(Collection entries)
━━━━━━━━━━━━━━━━━━━━
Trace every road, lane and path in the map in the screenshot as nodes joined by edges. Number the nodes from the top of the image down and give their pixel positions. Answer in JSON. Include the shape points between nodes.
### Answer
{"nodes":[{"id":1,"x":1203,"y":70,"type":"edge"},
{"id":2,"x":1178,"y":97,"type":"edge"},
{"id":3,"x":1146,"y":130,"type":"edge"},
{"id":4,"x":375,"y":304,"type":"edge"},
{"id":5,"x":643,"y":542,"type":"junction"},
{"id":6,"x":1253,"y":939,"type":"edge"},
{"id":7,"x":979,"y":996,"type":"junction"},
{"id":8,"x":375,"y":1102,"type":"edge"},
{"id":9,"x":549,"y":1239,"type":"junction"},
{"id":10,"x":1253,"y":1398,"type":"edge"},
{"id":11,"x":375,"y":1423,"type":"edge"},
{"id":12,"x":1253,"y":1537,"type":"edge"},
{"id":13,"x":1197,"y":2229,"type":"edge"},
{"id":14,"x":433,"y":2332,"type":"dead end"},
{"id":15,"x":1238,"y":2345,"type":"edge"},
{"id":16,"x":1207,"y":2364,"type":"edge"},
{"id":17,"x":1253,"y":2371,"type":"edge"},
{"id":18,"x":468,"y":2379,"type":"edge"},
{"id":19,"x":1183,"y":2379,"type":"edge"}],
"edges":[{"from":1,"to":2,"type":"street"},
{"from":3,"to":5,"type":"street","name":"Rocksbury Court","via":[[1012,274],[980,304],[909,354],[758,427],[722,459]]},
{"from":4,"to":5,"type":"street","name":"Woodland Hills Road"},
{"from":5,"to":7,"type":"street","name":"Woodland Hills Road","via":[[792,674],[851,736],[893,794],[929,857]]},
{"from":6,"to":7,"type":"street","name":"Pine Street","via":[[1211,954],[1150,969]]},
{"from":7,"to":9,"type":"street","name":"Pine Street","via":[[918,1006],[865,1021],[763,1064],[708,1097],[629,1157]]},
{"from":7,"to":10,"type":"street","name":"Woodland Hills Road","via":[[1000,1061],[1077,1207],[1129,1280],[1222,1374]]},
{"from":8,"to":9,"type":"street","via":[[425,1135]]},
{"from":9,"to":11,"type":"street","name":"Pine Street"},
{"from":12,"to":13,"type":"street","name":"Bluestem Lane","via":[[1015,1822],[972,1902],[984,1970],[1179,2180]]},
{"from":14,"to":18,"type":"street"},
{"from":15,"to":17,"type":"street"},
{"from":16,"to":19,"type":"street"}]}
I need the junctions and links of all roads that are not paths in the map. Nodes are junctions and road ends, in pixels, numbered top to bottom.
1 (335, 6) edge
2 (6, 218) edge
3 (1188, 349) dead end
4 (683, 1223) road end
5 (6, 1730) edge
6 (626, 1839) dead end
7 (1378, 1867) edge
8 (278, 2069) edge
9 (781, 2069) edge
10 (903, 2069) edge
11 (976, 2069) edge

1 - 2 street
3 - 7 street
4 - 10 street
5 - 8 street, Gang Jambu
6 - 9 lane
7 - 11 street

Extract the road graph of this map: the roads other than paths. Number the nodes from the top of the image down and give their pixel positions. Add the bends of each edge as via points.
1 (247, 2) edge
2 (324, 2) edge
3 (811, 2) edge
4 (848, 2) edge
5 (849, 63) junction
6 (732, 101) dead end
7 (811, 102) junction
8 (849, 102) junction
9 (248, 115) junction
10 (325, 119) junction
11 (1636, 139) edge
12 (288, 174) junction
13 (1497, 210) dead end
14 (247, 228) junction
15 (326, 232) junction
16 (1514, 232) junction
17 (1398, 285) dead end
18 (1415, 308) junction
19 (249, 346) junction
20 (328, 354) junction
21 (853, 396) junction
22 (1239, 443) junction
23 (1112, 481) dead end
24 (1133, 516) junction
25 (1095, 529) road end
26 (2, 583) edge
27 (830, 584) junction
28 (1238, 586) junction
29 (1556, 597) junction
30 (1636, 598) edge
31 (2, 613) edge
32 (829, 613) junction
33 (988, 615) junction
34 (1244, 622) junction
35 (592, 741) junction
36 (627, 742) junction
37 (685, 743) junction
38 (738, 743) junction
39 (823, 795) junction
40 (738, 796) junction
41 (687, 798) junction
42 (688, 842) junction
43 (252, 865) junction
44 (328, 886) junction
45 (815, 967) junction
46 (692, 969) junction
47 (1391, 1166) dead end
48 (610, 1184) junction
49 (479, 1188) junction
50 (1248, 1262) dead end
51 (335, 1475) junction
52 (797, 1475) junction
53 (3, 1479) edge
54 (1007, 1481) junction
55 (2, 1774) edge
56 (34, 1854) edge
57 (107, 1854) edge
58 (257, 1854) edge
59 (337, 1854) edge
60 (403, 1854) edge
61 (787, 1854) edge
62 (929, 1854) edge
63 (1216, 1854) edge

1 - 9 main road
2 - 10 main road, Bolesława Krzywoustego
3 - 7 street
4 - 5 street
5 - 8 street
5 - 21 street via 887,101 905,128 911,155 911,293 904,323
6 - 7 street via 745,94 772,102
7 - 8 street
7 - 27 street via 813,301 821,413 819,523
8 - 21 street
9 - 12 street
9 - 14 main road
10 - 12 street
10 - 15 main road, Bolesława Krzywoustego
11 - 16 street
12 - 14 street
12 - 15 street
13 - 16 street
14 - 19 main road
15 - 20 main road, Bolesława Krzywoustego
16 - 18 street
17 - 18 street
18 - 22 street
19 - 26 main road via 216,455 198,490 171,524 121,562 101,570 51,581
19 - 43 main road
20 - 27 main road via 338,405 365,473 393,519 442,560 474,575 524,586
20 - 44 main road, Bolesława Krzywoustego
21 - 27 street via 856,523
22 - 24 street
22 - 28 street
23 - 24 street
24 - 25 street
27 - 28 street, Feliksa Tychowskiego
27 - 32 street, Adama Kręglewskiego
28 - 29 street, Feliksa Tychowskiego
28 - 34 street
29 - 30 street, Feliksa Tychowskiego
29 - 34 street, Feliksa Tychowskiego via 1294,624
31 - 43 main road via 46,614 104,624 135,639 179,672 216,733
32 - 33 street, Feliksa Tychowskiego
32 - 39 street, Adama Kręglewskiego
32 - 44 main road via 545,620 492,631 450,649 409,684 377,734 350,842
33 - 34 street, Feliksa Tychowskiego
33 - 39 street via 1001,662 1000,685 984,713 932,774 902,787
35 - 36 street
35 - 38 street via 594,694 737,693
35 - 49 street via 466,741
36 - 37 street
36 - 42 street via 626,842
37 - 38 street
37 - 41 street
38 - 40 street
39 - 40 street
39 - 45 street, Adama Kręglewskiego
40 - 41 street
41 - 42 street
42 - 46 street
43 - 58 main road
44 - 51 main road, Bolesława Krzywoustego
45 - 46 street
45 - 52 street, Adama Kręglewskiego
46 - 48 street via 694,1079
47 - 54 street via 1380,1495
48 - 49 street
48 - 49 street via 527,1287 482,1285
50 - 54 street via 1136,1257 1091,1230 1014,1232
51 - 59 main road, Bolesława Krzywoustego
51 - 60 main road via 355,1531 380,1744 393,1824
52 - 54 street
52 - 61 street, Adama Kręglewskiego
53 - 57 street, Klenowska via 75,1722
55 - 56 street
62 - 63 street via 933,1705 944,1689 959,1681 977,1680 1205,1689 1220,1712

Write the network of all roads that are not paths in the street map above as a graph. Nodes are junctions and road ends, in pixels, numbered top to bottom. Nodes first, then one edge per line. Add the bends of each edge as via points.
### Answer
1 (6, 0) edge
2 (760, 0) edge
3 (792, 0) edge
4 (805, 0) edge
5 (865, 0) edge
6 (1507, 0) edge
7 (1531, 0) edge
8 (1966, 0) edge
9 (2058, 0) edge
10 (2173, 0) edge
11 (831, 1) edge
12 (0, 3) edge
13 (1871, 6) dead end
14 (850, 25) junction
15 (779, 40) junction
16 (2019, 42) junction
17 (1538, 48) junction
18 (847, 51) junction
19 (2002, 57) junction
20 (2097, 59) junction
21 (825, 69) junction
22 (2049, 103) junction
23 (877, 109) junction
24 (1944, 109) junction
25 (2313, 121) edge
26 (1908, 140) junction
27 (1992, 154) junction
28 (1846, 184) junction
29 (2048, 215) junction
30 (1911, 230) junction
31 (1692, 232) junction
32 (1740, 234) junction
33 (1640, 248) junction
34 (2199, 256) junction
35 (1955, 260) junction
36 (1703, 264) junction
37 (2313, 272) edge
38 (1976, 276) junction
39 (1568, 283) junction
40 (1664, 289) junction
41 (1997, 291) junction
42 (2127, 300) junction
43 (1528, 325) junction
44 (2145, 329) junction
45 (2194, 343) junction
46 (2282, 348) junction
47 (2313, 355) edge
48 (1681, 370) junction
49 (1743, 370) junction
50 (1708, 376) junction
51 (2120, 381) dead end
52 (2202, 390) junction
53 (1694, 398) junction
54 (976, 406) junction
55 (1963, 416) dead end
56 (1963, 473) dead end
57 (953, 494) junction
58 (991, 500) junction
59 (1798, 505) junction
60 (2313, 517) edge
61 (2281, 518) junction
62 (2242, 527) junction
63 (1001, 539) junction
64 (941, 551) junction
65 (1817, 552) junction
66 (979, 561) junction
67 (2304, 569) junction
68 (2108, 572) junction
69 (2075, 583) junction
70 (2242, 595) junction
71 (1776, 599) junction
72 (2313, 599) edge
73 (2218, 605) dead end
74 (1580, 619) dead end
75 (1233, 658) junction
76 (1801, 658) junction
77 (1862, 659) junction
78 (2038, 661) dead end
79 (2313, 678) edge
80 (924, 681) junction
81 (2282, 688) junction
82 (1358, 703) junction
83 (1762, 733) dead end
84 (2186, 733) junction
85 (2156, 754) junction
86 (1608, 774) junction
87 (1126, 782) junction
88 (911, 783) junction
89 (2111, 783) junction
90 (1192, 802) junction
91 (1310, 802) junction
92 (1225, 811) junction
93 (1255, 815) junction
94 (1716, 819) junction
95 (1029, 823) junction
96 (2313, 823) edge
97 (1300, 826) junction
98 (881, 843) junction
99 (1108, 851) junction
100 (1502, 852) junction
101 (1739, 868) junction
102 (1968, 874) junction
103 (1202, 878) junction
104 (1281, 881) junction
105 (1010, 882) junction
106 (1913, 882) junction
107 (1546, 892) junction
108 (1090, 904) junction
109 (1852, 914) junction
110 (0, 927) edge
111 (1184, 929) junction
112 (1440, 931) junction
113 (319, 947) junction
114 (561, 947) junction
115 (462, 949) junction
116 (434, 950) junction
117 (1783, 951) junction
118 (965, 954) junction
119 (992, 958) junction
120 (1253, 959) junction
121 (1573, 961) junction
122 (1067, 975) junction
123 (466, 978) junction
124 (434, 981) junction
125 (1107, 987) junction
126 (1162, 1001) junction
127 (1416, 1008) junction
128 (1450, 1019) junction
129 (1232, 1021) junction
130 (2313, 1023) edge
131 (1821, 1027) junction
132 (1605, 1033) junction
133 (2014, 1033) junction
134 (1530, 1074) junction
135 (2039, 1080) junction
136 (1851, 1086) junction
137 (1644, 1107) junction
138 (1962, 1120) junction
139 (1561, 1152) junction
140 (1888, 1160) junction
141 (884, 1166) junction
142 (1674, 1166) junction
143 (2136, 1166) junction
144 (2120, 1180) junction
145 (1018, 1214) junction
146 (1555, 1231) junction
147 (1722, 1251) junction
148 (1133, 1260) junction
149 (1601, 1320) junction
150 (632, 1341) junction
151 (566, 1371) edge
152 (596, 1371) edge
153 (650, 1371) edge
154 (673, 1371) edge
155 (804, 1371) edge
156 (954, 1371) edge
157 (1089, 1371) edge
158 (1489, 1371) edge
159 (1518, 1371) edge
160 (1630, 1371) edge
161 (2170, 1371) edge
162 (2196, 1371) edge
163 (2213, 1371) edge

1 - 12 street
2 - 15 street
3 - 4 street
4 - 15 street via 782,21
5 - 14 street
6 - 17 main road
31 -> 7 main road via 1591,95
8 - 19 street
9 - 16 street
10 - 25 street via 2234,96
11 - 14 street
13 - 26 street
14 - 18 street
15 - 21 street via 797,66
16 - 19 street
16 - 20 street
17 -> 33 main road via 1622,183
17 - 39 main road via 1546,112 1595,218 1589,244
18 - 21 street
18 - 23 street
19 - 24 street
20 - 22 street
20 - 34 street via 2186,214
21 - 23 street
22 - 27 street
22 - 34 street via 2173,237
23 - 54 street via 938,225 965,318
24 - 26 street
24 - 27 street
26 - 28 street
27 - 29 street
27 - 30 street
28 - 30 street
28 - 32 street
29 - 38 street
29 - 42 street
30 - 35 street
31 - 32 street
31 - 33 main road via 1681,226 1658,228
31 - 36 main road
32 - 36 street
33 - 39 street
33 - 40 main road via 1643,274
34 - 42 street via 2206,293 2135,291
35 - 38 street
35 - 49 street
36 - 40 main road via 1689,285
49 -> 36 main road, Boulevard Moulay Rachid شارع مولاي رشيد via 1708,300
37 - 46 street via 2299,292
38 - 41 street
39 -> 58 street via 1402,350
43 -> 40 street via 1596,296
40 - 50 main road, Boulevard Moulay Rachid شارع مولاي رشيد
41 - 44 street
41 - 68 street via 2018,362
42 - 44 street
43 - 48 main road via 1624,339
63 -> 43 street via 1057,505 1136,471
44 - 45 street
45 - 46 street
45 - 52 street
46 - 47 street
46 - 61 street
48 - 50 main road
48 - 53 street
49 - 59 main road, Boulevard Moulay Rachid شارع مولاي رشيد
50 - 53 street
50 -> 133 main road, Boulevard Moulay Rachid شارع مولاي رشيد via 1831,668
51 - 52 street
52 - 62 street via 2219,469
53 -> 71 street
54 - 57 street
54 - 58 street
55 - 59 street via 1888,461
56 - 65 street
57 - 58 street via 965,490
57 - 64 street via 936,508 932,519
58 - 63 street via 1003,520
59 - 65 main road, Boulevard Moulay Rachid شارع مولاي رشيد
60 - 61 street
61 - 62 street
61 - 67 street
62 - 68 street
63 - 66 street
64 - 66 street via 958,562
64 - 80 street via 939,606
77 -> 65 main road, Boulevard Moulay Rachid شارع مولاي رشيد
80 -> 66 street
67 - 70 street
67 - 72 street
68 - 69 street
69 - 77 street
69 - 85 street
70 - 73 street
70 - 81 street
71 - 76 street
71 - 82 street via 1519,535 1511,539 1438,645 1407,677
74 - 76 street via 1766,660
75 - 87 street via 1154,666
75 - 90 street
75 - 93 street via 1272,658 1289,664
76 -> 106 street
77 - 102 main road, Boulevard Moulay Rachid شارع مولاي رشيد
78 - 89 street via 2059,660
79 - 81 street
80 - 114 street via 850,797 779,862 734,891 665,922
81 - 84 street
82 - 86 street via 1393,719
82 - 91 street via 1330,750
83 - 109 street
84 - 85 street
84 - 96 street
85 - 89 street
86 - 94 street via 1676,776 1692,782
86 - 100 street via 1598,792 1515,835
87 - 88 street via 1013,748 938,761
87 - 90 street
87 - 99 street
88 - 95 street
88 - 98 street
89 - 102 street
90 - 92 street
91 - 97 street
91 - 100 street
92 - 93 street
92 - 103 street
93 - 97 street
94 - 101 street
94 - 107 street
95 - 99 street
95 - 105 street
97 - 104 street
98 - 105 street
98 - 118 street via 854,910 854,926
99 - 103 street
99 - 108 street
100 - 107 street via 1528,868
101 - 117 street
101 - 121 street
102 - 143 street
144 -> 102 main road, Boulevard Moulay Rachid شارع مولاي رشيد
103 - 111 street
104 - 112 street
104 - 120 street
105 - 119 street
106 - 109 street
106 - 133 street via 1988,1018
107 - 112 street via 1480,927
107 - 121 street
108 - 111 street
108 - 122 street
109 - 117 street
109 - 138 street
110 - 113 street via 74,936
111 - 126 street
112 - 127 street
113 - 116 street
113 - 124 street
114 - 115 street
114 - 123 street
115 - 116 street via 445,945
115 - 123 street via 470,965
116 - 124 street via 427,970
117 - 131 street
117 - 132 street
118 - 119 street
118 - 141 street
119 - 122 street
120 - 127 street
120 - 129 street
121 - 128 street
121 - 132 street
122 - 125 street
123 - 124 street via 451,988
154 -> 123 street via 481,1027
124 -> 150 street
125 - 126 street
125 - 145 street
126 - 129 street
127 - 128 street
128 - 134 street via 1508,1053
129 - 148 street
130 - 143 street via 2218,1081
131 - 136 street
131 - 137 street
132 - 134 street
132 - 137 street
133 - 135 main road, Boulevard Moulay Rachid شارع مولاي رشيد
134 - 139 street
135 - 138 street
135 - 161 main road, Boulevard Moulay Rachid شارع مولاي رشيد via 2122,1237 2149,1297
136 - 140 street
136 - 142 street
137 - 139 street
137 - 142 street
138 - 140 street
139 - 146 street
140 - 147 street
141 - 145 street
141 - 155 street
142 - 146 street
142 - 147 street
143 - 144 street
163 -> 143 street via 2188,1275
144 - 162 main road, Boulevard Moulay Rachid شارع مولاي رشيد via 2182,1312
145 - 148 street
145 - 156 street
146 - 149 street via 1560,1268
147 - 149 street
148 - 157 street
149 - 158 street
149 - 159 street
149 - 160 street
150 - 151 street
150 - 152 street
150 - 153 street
━━━━━━━━━━━━━━━━━━━━
▶ _Directions for this task_: Copy out, from the records above, every line that holds the string "Krzywoustego".

▶ _Answer area_:
2 - 10 main road, Bolesława Krzywoustego
10 - 15 main road, Bolesława Krzywoustego
15 - 20 main road, Bolesława Krzywoustego
20 - 44 main road, Bolesława Krzywoustego
44 - 51 main road, Bolesława Krzywoustego
51 - 59 main road, Bolesława Krzywoustego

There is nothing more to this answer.